庇われ見守られ、枷となり一つの不安材料として常に戦場に立っていた。


(僕に力が無かったからか?)


力不足で人の足を掬った

だとすれば疑問が生じるのも事実。


(なら何故そんな男に思いを託した?

 力無い夢語り如きに。)


過去の人間は言っていた。

「これ程まで大きな事を考えている奴は初めてだ」と。恐らくそれは、他者の期待を帯び始めた証であったのだ。


(そうか、僕の願いは人を巻き込む。

 その時点で、自分だけの展望じゃな

 い。人の思いを乗せる願いだ。)


根本で皆が望んでいるのは平和

世界の安寧はそれを保証する証明だ。


「2分が過ぎた..おい、大丈夫か⁉︎」


(僕の願いは、人々の平和なんだ!)


白々しくも強く刻まれた真の展望は、頭に響き身体に循環する。機械の動きは停まっているがギアは思いの具現化停まる事なく回り続ける。

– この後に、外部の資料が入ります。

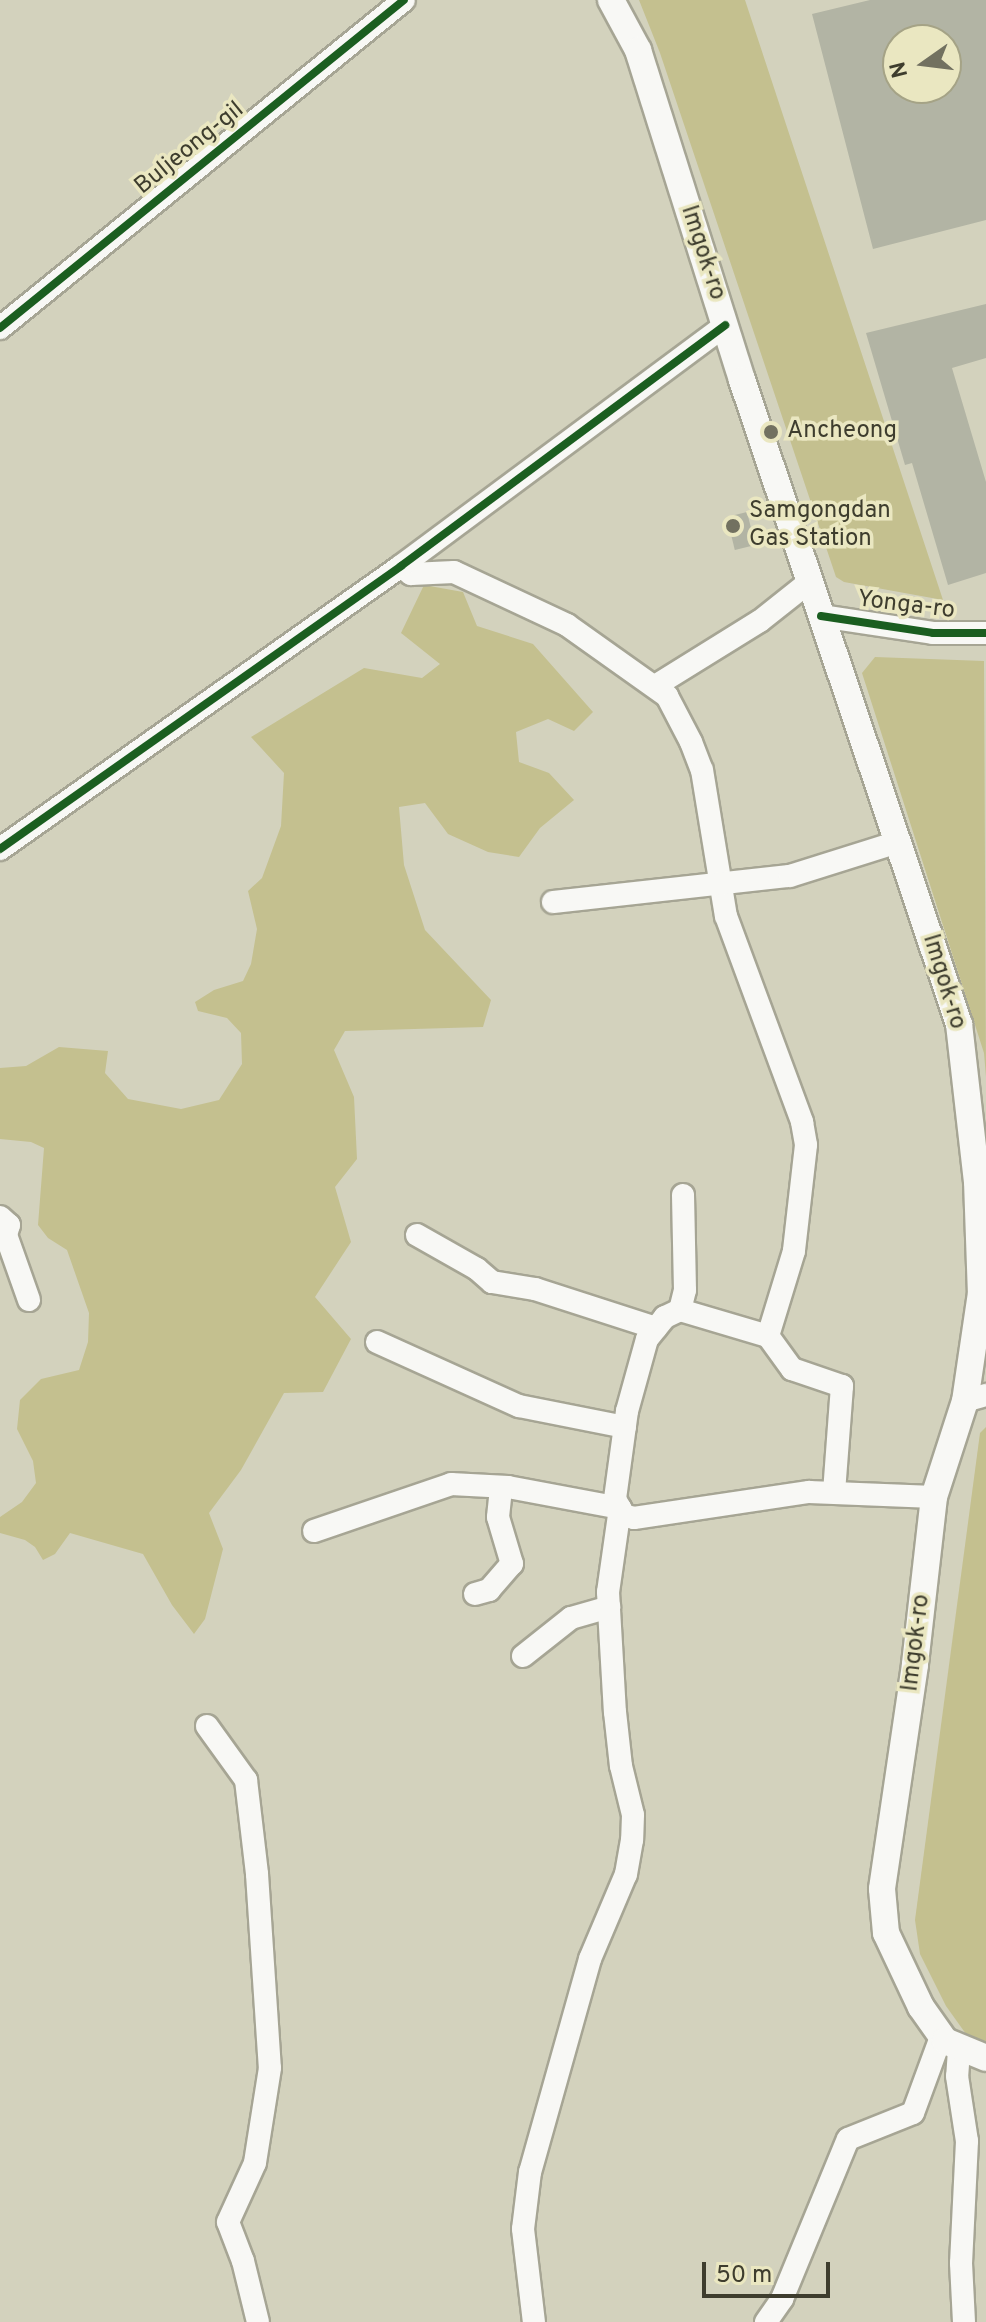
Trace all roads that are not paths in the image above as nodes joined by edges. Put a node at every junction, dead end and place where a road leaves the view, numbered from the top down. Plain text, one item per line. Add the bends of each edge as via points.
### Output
1 (404, 0) edge
2 (611, 0) edge
3 (725, 325) junction
4 (0, 328) edge
5 (401, 566) junction
6 (809, 582) junction
7 (821, 616) junction
8 (986, 633) edge
9 (655, 686) junction
10 (898, 842) junction
11 (0, 849) edge
12 (719, 882) junction
13 (553, 902) dead end
14 (683, 1195) dead end
15 (0, 1217) edge
16 (417, 1235) dead end
17 (29, 1300) dead end
18 (680, 1310) junction
19 (656, 1328) junction
20 (768, 1336) junction
21 (377, 1342) dead end
22 (975, 1398) edge
23 (625, 1427) junction
24 (501, 1487) junction
25 (834, 1492) junction
26 (934, 1497) junction
27 (620, 1508) junction
28 (314, 1531) dead end
29 (475, 1594) dead end
30 (609, 1607) junction
31 (523, 1656) dead end
32 (207, 1726) dead end
33 (950, 2043) junction
34 (986, 2058) edge
35 (258, 2322) edge
36 (534, 2322) edge
37 (766, 2322) edge
38 (964, 2322) edge

1 - 4 street, Buljeong-gil
2 - 3 main road, Imgok-ro via 638,50
3 - 5 street
3 - 6 main road, Imgok-ro
5 - 9 street via 411,574 454,572 487,585 567,625
5 - 11 street
6 - 7 main road, Imgok-ro
6 - 9 street via 747,630
7 - 8 street, Yonga-ro via 933,633
7 - 10 main road, Imgok-ro
9 - 12 street via 676,711 702,770
10 - 12 street via 790,876
10 - 22 main road, Imgok-ro via 959,1024 977,1181 981,1293
12 - 13 street
12 - 20 street via 742,965 806,1145 794,1251
14 - 18 street via 685,1290
15 - 17 street via 9,1225 6,1235
16 - 19 street via 492,1282 535,1289
18 - 19 street
18 - 20 street
19 - 23 street via 647,1339
20 - 25 street via 792,1369 842,1386
21 - 23 street via 519,1406
22 - 26 main road, Imgok-ro
23 - 27 street via 615,1499
24 - 27 street
24 - 28 street via 451,1484
24 - 29 street via 498,1517 512,1564 489,1590
25 - 26 street
25 - 27 street via 634,1518
26 - 33 main road, Imgok-ro via 882,1889 890,1943 921,2007
27 - 30 street
30 - 31 street via 571,1618
30 - 36 street via 615,1712 633,1815 632,1840 626,1874 604,1921 573,2016 530,2172 523,2229
32 - 35 street via 246,1780 257,1874 270,2068 255,2163 228,2222
33 - 34 main road
33 - 37 street via 913,2113 848,2139 782,2299
33 - 38 street via 967,2141

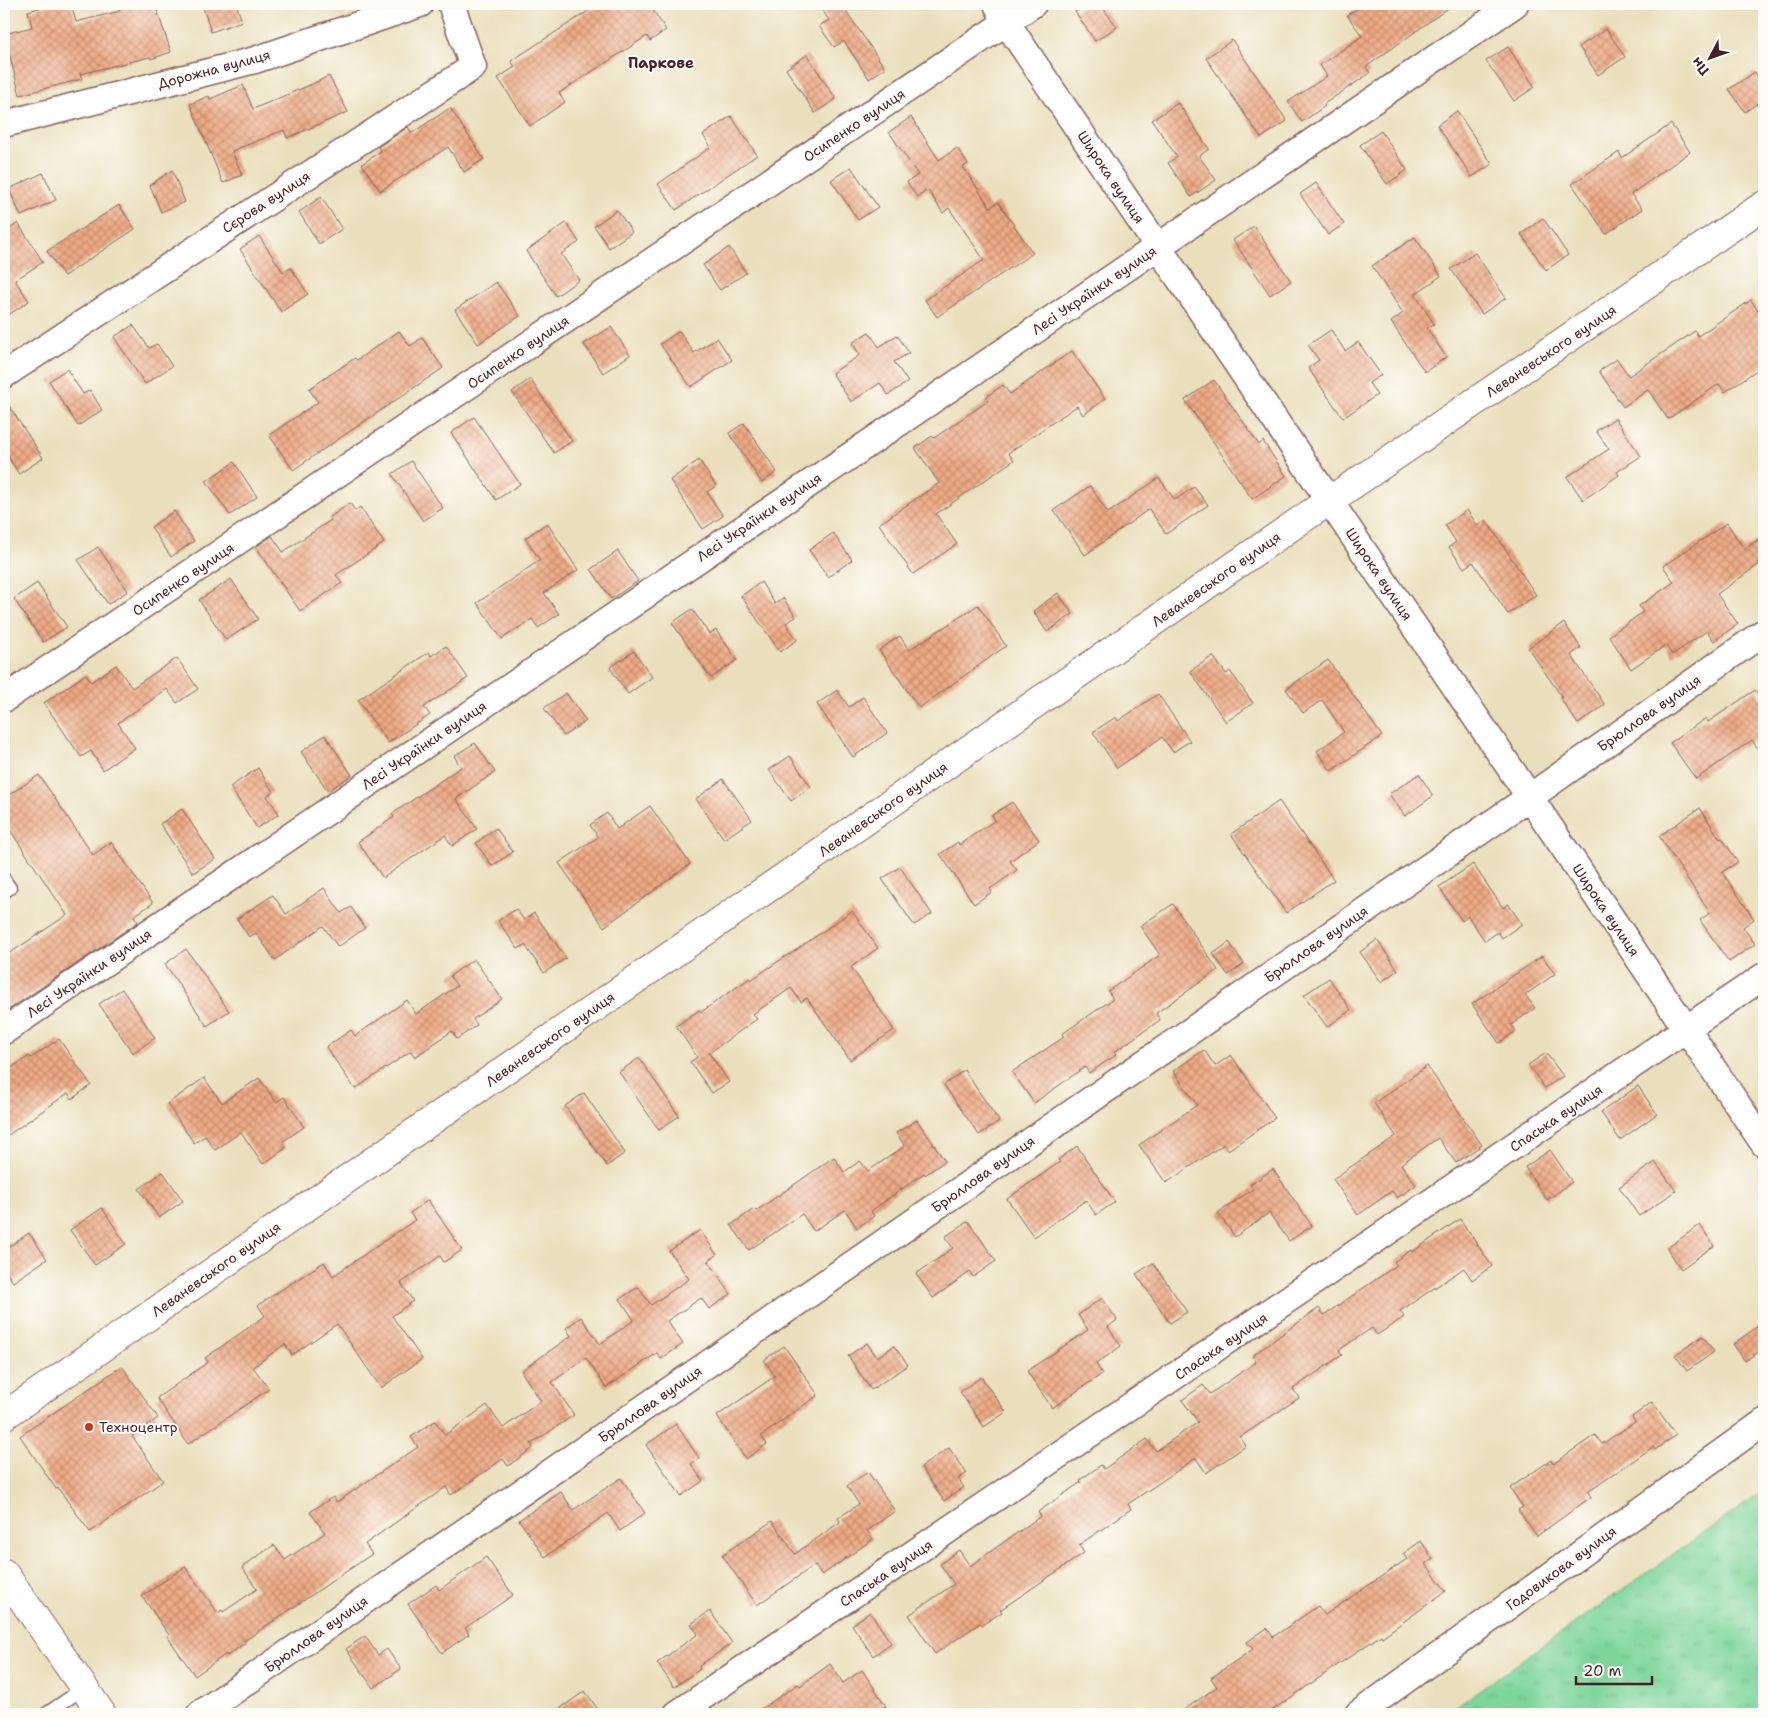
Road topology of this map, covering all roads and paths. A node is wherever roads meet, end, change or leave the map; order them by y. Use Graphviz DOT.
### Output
graph roads {
  1 [pos="420,4"];
  2 [pos="451,4"];
  3 [pos="1033,4"];
  4 [pos="1514,4"];
  5 [pos="1002,13"];
  6 [pos="4,124"];
  7 [pos="1764,206"];
  8 [pos="1158,247"];
  9 [pos="4,375"];
  10 [pos="1329,501"];
  11 [pos="1764,632"];
  12 [pos="4,699"];
  13 [pos="1530,797"];
  14 [pos="4,879"];
  15 [pos="4,892"];
  16 [pos="1764,976"];
  17 [pos="1687,1030"];
  18 [pos="4,1031"];
  19 [pos="1764,1144"];
  20 [pos="4,1416"];
  21 [pos="1764,1422"];
  22 [pos="4,1572"];
  23 [pos="84,1688"];
  24 [pos="1366,1712"];
  25 [pos="46,1714"];
  26 [pos="102,1714"];
  27 [pos="200,1714"];
  28 [pos="677,1714"];
  1 -- 6 [label="street, Дорожна вулиця"];
  2 -- 9 [label="street, Сєрова вулиця"];
  3 -- 5 [label="street, Осипенко вулиця"];
  4 -- 8 [label="street, Лесі Українки вулиця"];
  5 -- 8 [label="street, Широка вулиця"];
  5 -- 12 [label="street, Осипенко вулиця"];
  7 -- 10 [label="street, Леваневського вулиця"];
  8 -- 10 [label="street, Широка вулиця"];
  8 -- 18 [label="street, Лесі Українки вулиця"];
  10 -- 13 [label="street, Широка вулиця"];
  10 -- 20 [label="street, Леваневського вулиця"];
  11 -- 13 [label="street, Брюллова вулиця"];
  13 -- 17 [label="street, Широка вулиця"];
  13 -- 27 [label="street, Брюллова вулиця"];
  14 -- 15 [label="lane"];
  16 -- 17 [label="street, Спаська вулиця"];
  17 -- 19 [label="street, Широка вулиця"];
  17 -- 28 [label="street, Спаська вулиця"];
  21 -- 24 [label="street, Годовикова вулиця"];
  22 -- 23 [label="street"];
  23 -- 25 [label="lane"];
  23 -- 26 [label="street"];
}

「…身体が光ってる、ギアの激しい稼働が内側から火花を放っているのか」

最早機械を停める必要は無い。

力を解除しショートを止める、檻の中では初めてだ。気力を取り戻し再度稼働し始めた人間を見るのは。


「……。」「目覚めたか?」


「..ああ、直ぐに出してあげるよ。」

右腕を左の掌で軽く叩く。

すると右手首から上が刀身へと変化、鋭い鋒が檻の隙間を捉え深く斬り裂き軽々と傷を開ける。

「凄いな、それがお前の力。

腕が剣に変わるのか、目立つ能力だ」

「..違う、そうじゃないよ。」

軽く腕を振ると形状が再び変わりメガホンのような円錐型となる。

「自在変化の右腕か..!

便利なもんを手に入れたものだな」


「僕の能力は〝アンサー〟導き出した答えを右腕に変換し具現化する。」

檻を壊して脱出するにはという頭の中の問いかけに、壊して破壊するという答えを出して右腕を剣に。


「その腕の結論は?」

「地下で叫んでも声は届かない。なら声よりも大きな音を出す必要がある」


円錐の筒から地上に向けて爆音が鳴り響く。ビリビリと地下との境が砕ける程の音は反響し、砂をグラグラと揺らしている。

「うるっせぇっ!

生身の人なら鼓膜が弾け飛んでる!」

執拗に地下に響き渡っているが、本来は地上に向けた音。アンサーは正しく回答すれば確実に導きを与える。

本来の目的は決して外れてはいない。


「だらぁっ!」「なんだ⁉︎」

地上の床を破壊して、男が地下に落ちてきた。どうやら飛ぶ鳥を落とす事に成功したようだ。

「また会ったね、これで何度目?」

歪んだ顔は尚も健在に睨みつけている

「外だけでなく地下でもかぁ⁉︎

余計な事ばっかしてくれやがって!」

初めから狙っていたのは街ではなく男のいる場所、ピンポイントで音を出す為に先ずは範囲的に攻めた。


「なんだぁ、その腕?」

「君の苦手な戦闘向きだよ。」

右腕を剣に戻し魅せながら説明する。

「お前をどうにかする為の力だ!

卑怯が正義を覚醒させちまったのさ」


「てめぇまで檻から出やがったか。

良かったなぁ犠牲者が増えなくてよ、一体何人自分で壊した?」

様子を見にくる度にスクラップは増えていった。ショートの力を呪ったときも幾度かあった。しかし今回は役立てた。滞っていた覚醒を促し昇華させ、戦える力をポピラに与えた。

「次に壊れるのはお前だカルギス!」


「..フザケてんなよ?」

荒れる卑怯に破壊宣言を発令する。